[Opening Source material section]
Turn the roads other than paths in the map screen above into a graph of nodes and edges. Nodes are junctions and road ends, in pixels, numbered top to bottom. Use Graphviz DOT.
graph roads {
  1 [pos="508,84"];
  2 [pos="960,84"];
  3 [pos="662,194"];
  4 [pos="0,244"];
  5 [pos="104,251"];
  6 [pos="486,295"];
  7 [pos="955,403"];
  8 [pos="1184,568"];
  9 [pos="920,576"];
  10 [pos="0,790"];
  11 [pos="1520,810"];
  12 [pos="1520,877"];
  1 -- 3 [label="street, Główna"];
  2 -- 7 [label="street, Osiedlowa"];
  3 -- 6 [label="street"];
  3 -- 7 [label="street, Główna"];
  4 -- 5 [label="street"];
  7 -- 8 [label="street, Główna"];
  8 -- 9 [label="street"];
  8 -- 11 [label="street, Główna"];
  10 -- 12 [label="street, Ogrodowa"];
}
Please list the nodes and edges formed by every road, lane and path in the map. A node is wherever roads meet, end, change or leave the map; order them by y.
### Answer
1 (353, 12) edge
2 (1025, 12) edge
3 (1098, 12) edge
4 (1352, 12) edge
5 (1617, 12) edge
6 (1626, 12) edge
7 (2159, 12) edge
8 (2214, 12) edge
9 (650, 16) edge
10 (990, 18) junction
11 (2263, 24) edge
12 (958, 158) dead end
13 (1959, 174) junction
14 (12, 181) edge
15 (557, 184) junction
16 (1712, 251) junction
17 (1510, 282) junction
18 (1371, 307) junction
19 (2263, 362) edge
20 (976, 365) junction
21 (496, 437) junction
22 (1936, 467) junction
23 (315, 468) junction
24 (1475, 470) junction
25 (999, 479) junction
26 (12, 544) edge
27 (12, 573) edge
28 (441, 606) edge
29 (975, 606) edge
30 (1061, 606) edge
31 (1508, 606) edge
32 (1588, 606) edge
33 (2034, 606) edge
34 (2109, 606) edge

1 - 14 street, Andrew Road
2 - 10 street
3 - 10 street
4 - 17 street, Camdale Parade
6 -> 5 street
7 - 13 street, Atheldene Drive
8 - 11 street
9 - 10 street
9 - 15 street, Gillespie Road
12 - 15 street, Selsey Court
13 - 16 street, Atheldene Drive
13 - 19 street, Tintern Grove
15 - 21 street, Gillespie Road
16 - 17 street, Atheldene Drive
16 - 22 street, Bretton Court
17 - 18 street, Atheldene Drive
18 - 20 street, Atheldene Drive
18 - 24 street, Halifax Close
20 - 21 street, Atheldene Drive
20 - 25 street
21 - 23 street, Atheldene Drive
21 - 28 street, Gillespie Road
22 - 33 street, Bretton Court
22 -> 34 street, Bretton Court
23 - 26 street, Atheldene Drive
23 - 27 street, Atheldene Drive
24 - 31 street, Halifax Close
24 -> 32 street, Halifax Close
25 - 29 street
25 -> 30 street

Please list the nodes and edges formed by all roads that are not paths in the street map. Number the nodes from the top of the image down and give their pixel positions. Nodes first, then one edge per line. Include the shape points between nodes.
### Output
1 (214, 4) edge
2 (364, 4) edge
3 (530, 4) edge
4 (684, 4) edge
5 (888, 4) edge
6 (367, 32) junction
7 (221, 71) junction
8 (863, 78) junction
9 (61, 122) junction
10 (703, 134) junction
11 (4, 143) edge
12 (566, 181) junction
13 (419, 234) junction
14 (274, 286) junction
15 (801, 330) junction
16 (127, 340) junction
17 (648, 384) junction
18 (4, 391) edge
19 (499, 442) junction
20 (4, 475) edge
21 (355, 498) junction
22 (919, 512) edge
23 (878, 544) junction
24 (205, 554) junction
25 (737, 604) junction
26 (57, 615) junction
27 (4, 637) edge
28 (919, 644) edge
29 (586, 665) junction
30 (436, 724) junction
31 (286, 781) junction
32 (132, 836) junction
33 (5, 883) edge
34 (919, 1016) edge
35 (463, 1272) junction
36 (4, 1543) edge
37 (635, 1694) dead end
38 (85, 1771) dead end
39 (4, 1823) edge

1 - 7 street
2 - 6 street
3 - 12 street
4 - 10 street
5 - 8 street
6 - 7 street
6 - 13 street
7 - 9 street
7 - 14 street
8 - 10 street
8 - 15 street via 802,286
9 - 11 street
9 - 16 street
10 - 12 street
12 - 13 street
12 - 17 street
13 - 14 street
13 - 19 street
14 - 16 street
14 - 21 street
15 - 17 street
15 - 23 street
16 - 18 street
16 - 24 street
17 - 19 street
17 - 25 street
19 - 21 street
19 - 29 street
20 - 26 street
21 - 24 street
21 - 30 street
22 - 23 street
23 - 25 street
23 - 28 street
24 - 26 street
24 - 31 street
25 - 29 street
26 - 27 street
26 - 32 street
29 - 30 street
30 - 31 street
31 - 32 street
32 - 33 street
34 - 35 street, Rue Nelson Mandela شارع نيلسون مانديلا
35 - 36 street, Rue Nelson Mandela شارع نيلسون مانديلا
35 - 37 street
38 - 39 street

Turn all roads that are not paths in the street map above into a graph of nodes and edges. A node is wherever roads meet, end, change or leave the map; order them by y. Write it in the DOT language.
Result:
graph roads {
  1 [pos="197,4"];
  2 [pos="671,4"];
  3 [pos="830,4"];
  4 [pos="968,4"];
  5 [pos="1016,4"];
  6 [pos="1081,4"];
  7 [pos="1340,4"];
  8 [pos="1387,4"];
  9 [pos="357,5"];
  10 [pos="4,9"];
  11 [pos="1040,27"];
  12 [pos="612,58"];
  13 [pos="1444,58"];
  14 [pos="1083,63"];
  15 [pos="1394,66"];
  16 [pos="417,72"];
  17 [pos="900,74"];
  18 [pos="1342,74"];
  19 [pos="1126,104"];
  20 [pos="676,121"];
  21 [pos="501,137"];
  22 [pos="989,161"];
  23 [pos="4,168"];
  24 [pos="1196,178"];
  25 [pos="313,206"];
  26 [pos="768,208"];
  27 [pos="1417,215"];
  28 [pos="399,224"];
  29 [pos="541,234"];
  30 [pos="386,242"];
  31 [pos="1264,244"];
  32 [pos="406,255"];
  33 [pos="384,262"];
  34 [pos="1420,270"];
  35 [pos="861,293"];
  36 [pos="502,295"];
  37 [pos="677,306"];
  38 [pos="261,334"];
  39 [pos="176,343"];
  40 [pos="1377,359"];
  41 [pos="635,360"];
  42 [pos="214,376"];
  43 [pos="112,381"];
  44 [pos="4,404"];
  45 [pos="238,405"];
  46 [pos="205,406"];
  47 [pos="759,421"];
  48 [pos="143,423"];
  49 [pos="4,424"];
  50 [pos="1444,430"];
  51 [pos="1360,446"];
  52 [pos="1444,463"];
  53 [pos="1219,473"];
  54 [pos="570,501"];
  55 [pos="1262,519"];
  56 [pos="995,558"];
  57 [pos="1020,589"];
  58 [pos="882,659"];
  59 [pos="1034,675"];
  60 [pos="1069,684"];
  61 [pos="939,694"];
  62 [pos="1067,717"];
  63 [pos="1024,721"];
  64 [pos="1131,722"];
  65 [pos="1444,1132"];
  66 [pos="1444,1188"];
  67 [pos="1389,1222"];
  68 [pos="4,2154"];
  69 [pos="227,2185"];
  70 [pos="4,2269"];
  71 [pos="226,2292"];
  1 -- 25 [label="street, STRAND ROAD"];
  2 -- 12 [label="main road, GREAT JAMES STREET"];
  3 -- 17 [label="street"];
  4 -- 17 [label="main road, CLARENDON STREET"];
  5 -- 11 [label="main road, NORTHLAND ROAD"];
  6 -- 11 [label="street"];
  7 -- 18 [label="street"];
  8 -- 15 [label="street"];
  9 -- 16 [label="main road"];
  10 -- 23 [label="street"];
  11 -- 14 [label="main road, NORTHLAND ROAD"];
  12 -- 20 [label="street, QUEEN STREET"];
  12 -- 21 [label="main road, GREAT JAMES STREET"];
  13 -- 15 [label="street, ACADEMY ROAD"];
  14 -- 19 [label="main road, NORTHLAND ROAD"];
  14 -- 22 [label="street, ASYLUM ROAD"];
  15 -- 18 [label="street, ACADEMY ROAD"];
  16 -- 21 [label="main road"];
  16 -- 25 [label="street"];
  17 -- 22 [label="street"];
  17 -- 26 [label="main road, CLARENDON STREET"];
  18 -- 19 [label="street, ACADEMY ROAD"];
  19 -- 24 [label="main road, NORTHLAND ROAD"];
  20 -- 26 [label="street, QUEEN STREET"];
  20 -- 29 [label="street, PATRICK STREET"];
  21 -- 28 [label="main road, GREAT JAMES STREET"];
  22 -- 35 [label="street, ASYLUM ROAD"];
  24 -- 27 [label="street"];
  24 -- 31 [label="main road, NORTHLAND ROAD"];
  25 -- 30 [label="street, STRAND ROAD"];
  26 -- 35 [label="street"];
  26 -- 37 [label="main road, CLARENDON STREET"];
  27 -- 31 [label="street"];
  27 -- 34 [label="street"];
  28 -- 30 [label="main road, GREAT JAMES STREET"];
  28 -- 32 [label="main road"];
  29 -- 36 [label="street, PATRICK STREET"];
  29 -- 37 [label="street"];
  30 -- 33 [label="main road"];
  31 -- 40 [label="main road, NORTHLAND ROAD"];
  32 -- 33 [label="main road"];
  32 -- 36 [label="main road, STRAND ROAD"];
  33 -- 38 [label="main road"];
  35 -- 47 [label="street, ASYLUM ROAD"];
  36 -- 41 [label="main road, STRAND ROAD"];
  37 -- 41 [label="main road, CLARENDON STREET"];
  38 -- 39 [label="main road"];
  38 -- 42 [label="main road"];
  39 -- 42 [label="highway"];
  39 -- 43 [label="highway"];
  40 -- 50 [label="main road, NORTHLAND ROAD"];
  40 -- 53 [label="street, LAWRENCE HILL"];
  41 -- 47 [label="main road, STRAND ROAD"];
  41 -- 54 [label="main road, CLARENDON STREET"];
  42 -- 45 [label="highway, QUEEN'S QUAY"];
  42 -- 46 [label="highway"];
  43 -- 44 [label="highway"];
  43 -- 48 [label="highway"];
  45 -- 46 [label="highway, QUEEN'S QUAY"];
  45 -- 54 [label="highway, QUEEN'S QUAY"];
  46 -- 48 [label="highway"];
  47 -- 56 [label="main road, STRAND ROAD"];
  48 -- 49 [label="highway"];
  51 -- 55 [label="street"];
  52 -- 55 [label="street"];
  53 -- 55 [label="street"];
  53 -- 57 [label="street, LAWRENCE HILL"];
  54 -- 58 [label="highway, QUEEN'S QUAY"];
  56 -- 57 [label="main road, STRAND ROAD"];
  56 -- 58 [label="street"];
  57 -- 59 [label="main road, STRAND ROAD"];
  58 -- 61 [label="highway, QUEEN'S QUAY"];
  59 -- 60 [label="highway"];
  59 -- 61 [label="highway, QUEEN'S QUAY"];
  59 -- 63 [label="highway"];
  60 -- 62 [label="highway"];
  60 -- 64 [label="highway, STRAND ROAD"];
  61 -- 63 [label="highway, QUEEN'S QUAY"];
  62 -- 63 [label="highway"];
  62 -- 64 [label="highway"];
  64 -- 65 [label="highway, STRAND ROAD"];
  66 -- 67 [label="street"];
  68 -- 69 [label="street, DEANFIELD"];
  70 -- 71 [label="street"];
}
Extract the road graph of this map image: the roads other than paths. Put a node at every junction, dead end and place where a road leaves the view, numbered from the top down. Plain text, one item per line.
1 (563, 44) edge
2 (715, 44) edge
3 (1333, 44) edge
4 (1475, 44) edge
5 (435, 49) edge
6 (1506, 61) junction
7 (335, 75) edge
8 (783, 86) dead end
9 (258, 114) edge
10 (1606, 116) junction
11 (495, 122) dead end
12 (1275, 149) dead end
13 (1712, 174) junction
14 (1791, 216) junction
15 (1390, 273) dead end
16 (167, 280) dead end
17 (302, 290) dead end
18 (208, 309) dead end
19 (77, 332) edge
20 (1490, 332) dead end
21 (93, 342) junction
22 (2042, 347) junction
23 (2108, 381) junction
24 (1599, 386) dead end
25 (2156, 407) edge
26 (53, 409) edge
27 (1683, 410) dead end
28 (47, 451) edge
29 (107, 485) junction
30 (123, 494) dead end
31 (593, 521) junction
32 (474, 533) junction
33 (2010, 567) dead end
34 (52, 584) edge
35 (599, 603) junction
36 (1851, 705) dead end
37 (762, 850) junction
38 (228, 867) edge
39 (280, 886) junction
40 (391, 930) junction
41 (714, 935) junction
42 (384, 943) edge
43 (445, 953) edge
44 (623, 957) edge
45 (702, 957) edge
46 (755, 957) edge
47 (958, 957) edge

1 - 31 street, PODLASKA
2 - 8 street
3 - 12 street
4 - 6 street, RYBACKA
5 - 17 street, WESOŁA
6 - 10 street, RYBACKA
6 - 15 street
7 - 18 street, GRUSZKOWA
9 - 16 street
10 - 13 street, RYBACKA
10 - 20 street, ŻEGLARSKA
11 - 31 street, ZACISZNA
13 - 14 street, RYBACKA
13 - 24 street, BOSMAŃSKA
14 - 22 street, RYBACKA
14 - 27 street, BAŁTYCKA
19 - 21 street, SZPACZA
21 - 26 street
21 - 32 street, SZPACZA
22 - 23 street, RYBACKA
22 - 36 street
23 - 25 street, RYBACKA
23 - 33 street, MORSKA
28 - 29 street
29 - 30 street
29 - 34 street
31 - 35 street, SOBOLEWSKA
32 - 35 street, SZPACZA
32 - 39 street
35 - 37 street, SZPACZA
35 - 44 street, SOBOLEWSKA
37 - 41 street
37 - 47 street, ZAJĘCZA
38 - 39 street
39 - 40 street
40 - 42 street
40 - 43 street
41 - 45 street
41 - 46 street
[Closing Source material section]
Task objective
Wherever the word "ASYLUM" turns up in the records, copy out the line it is on.

Result
  14 -- 22 [label="street, ASYLUM ROAD"];
  22 -- 35 [label="street, ASYLUM ROAD"];
  35 -- 47 [label="street, ASYLUM ROAD"];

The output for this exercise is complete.